● WHAT IS NEEDED
Copy out all lines in the material below that contain the string "Волоська".

● MATERIAL PROVIDED
-.-.-

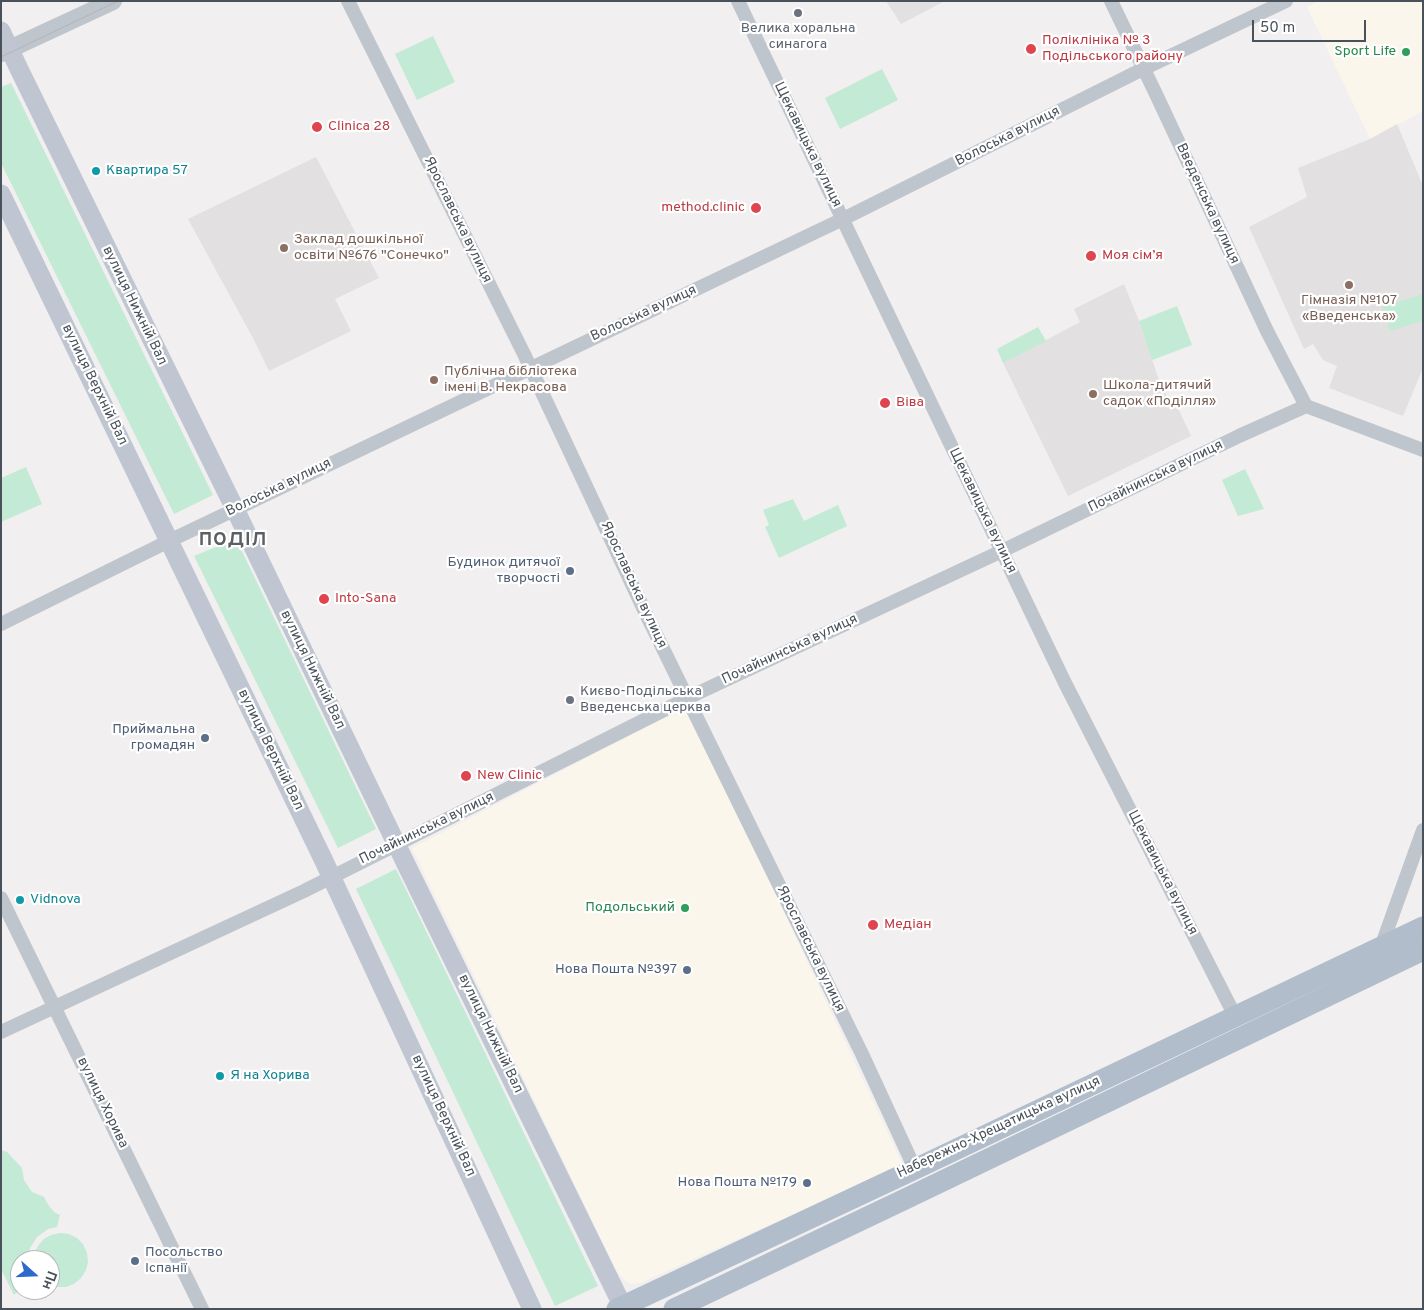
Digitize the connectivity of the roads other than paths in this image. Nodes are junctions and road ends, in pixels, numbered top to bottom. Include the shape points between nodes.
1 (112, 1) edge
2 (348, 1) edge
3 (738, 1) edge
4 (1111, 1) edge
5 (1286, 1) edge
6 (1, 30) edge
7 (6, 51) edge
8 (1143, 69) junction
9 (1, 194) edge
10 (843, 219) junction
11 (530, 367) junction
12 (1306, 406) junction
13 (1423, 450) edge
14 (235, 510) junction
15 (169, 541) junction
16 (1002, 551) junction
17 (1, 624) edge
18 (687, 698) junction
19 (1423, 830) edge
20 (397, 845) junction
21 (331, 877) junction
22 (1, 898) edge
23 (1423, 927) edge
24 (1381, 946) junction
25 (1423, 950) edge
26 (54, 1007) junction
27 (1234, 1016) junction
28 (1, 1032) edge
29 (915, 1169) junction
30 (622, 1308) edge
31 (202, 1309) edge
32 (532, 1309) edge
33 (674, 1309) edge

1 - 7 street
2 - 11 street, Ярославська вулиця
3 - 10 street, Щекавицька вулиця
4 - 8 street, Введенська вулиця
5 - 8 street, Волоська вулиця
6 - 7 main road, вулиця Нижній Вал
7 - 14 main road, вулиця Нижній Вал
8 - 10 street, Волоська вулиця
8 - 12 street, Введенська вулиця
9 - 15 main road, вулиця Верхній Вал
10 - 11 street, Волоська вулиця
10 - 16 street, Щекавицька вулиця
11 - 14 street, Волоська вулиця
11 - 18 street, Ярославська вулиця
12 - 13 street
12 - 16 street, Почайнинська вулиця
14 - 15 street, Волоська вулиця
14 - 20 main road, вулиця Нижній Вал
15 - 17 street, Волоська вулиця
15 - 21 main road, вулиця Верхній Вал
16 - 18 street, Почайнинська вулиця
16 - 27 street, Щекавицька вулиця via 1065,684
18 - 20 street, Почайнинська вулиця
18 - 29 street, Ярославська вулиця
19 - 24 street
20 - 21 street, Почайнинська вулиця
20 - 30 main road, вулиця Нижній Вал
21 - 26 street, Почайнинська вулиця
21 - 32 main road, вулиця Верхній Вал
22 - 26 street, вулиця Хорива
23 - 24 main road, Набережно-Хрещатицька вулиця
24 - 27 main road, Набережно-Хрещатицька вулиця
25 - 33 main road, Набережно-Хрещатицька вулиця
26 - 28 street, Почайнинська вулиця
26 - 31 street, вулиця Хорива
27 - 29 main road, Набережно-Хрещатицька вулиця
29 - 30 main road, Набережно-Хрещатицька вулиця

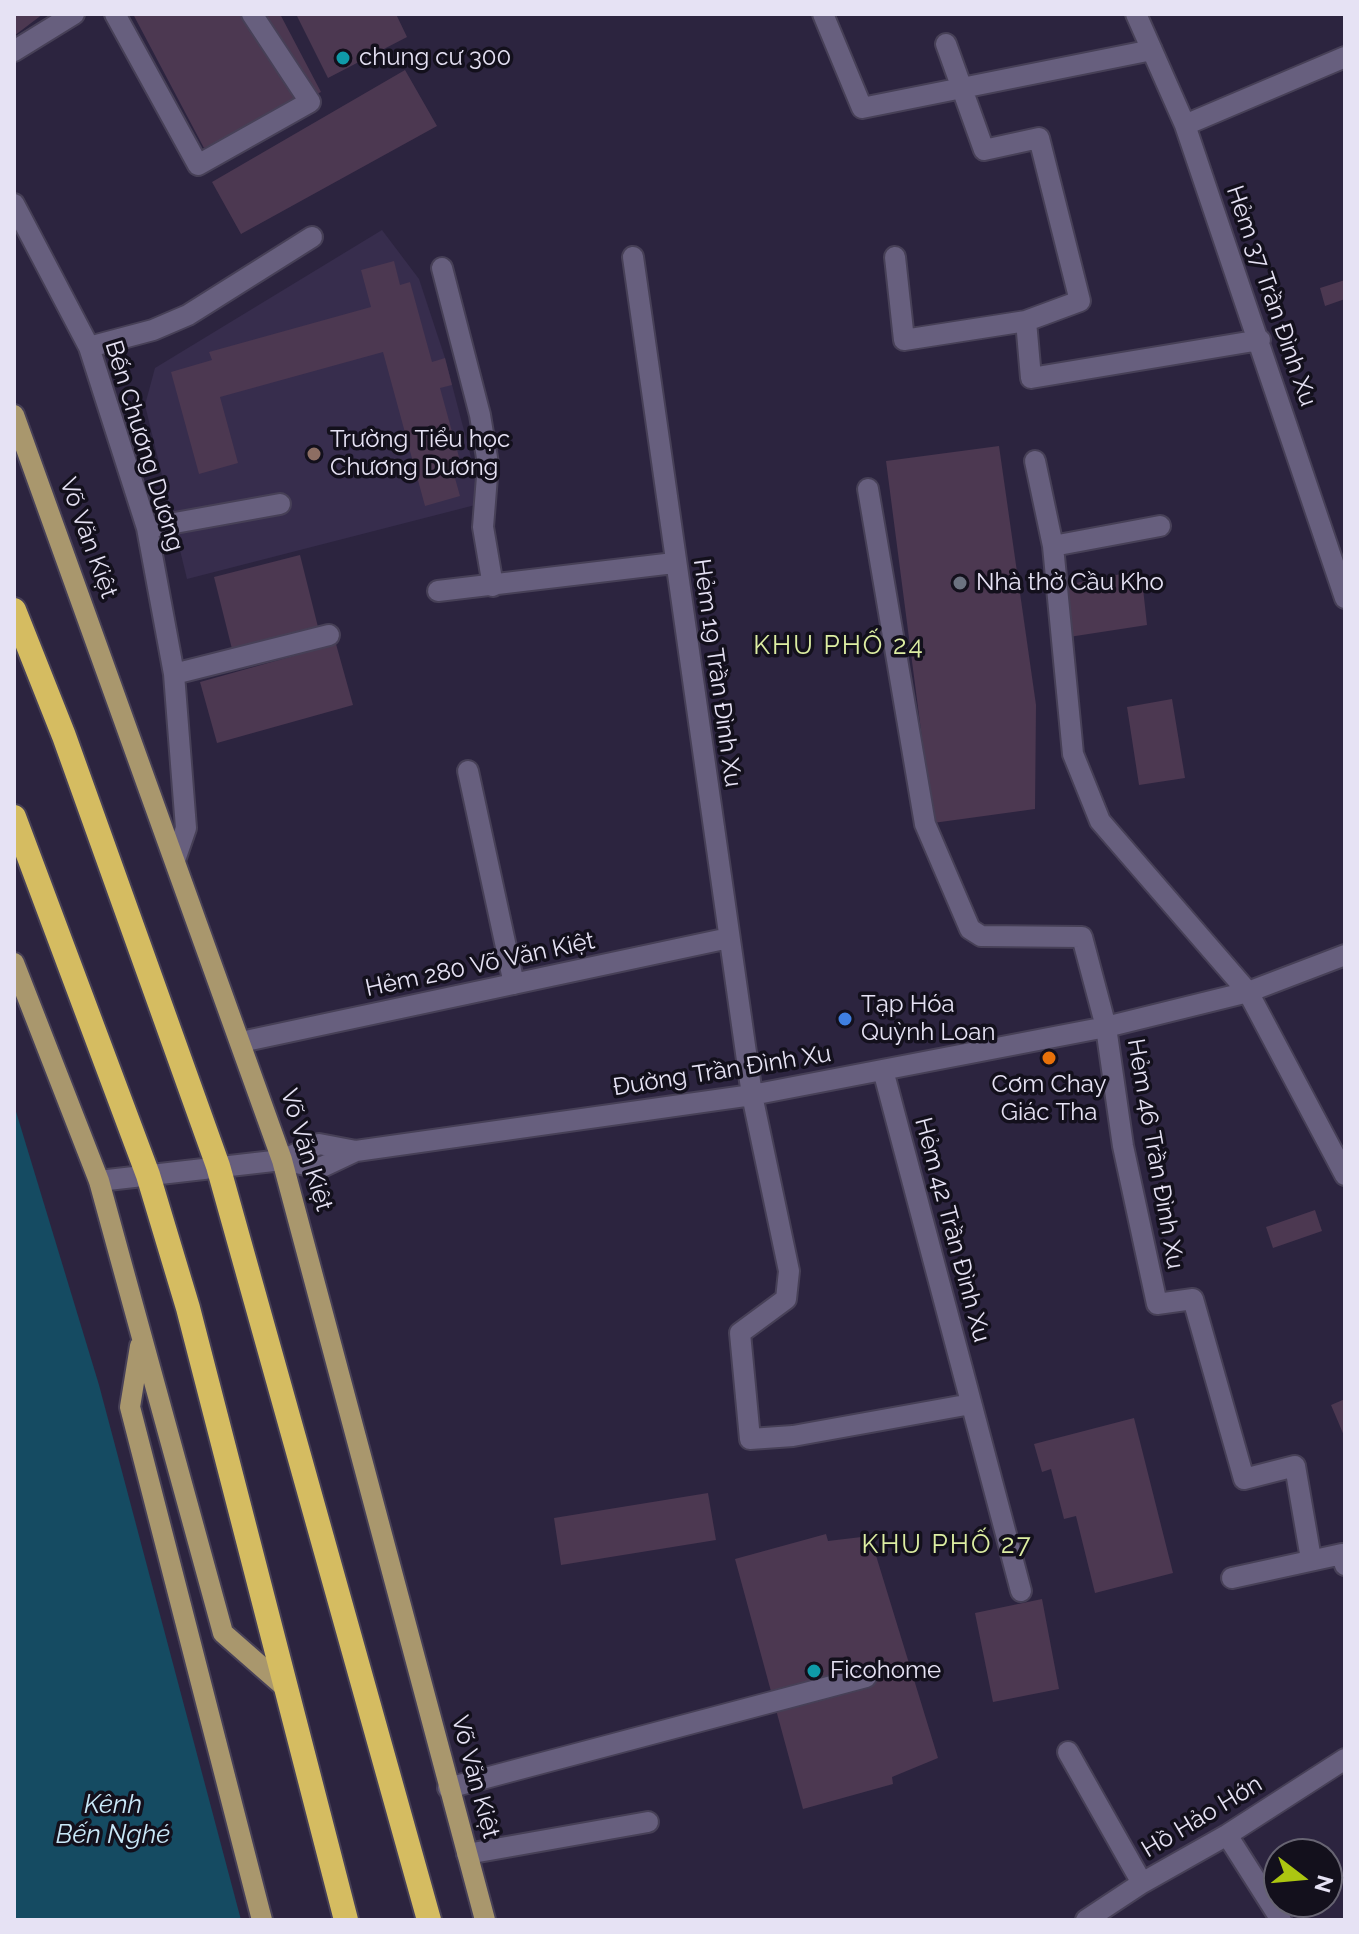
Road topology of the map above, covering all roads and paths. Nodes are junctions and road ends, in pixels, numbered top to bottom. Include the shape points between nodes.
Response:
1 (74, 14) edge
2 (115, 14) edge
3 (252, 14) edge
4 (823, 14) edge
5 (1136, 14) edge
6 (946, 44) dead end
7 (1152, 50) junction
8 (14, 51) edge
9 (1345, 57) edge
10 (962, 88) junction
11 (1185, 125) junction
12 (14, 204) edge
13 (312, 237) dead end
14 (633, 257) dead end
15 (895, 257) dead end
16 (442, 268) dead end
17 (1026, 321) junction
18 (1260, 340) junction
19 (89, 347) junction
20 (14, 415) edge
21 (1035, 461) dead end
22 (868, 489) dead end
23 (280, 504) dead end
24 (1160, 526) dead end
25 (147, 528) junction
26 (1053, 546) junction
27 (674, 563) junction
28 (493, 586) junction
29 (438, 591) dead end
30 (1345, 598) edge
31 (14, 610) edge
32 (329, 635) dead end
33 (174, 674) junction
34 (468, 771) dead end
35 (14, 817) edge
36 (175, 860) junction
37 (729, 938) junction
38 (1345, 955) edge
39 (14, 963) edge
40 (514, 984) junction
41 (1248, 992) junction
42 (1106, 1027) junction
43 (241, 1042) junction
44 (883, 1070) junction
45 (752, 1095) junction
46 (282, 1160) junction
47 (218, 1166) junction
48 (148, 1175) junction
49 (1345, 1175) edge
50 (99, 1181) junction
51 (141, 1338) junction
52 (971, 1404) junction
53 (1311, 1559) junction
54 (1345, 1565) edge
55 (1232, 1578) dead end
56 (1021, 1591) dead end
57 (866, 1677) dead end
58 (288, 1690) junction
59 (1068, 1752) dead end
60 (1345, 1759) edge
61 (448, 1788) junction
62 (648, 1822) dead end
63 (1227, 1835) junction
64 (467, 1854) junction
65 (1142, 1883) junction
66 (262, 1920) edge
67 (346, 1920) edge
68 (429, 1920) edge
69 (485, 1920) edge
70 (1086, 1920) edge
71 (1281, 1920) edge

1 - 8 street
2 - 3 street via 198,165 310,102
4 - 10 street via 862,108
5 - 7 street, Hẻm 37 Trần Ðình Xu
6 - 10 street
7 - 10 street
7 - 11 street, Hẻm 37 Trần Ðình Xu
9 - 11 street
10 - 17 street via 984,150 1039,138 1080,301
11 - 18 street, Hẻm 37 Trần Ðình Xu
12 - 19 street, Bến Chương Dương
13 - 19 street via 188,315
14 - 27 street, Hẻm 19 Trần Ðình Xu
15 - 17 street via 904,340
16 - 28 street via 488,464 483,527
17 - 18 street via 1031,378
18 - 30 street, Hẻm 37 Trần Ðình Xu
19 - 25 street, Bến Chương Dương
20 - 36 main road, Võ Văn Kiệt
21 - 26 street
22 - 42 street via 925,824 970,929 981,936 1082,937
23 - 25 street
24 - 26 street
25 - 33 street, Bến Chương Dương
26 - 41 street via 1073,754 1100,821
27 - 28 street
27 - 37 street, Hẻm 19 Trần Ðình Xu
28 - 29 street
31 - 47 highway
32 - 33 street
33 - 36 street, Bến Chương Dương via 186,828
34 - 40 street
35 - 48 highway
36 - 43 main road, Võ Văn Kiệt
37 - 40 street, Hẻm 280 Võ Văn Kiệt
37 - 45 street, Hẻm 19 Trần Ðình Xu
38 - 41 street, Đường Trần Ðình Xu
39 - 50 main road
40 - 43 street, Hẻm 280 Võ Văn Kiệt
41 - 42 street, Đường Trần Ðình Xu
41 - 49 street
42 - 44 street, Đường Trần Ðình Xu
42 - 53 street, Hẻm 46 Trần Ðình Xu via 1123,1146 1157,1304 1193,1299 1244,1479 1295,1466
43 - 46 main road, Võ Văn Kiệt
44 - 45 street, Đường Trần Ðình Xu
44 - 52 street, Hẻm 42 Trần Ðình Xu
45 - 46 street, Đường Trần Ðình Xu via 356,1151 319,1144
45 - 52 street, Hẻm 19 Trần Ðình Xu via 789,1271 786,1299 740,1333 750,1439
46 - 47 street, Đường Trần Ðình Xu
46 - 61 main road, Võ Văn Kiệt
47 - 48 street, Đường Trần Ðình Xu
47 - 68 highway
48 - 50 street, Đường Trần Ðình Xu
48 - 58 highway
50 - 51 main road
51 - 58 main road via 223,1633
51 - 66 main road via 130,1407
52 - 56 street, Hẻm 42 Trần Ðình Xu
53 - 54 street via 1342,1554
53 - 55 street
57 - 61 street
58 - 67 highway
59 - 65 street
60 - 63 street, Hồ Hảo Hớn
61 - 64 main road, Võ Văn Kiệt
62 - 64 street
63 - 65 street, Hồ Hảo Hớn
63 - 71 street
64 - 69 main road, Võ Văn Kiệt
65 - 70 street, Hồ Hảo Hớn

-.-.-

● ANSWER TO THE PROBLEM
5 - 8 street, Волоська вулиця
8 - 10 street, Волоська вулиця
10 - 11 street, Волоська вулиця
11 - 14 street, Волоська вулиця
14 - 15 street, Волоська вулиця
15 - 17 street, Волоська вулиця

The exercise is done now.